The Prime Minister answered the question himself: “Sometimes… narrow political considerations, based on regional or sectional loyalties and ideologies, can distort the national vision and sense of collective purpose.”
His sharpest criticism yet of a model where “parties with varying national reach and many with a very limited sub-national reach form a coalition” came before a world audience. Singh was inaugurating an international conference on federalism.
Although the Prime Minister, who heads a multi-party coalition, did not raise specific issues, the backdrop was stark. He has made known his disappointment with UPA allies — the DMK, RJD and the NCP — for opposing the nuclear deal in public after endorsing it in the Union cabinet.
Singh’s reference to “parties with varying national reach” could be interpreted to mean the Left, which has often drawn charges of wielding power disproportionate to its limited presence in the country.
The nuclear deal is not the only sticking point in the Congress’s equations with regional allies. The DMK’s open declaration of solidarity with the LTTE — after its political cell chief Thamilselvan was killed recently — has caused the Congress discomfiture. The militant group is blamed for Rajiv Gandhi’s assassination.
The running feud between health minister Anbumani Ramadoss of the PMK and the AIIMS director has also embarrassed the Prime Minister.
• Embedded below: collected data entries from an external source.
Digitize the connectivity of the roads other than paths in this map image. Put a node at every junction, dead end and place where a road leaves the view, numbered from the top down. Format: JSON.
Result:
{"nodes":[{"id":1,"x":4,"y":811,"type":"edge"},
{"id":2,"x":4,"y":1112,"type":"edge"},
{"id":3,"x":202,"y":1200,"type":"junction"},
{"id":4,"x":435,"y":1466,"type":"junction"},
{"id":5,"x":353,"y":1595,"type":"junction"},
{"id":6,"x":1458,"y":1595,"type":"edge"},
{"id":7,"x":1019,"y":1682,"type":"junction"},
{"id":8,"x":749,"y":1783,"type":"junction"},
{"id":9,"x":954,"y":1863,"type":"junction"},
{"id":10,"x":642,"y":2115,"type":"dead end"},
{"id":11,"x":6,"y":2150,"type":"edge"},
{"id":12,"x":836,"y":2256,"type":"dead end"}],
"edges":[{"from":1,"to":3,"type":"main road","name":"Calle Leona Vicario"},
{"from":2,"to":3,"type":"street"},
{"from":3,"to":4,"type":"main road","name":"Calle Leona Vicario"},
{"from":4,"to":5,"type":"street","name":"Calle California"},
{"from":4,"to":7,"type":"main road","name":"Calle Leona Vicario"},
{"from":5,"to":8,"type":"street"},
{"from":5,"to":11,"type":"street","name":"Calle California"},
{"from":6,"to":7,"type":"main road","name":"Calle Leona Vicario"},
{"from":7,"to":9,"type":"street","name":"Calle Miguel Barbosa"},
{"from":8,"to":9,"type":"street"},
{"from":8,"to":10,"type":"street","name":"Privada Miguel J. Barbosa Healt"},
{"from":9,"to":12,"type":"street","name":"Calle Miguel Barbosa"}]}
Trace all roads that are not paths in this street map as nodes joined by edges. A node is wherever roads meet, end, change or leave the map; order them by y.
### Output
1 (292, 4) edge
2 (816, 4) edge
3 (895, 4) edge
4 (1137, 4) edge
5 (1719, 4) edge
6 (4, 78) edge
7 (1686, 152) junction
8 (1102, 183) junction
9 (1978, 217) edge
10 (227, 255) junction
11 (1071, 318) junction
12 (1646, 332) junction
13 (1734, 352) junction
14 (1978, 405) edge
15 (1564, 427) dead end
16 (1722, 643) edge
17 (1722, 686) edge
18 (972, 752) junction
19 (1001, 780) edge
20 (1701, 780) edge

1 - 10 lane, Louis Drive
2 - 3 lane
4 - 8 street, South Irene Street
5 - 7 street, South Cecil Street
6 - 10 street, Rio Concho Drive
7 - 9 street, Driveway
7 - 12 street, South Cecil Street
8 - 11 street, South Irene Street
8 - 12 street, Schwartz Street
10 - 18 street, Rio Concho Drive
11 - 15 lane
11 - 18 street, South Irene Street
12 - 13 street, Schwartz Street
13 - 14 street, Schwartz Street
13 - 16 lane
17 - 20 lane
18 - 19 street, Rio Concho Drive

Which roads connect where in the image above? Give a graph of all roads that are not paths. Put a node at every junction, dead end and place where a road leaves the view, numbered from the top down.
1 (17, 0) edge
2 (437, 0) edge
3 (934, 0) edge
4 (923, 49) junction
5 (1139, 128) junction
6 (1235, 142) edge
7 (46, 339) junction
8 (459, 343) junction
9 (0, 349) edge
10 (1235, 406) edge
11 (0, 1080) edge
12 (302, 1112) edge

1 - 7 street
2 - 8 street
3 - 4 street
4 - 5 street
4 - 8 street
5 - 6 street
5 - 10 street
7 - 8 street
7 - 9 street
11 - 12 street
If Singh’s criticism took in its sweep his UPA and Left allies, it did not spare the BJP either. The Opposition party has thwarted the formulation of a cohesive view on the deal after initially giving the impression of support.
Without naming the BJP, he asked: “Does a single party have any advantages in managing Centre-state relations smoothly… or is a multi-party model, with national parties dominating the political scene, superior where one can hope that all of them will take a national view on policy issues and help to reinforce the unity of the federation.”
While in theory this model should work smoothly, it was not so in India, he said.
Congress sources said his comments would resurrect the debate on coalitions versus single-party rule that often dominated party meetings till Sonia Gandhi ruled in favour of alliances before the 2004 elections. The All India Congress Committee is due to meet on November 17.
In a tangential answer to the Left’s allegation that the nuclear deal would “compromise” India’s sovereignty, Singh said that in a world getting increasingly globalised, he wondered “whether the day is not far away when the concept of absolute sovereignty may itself come into question”.
The context was not the deal but economic development.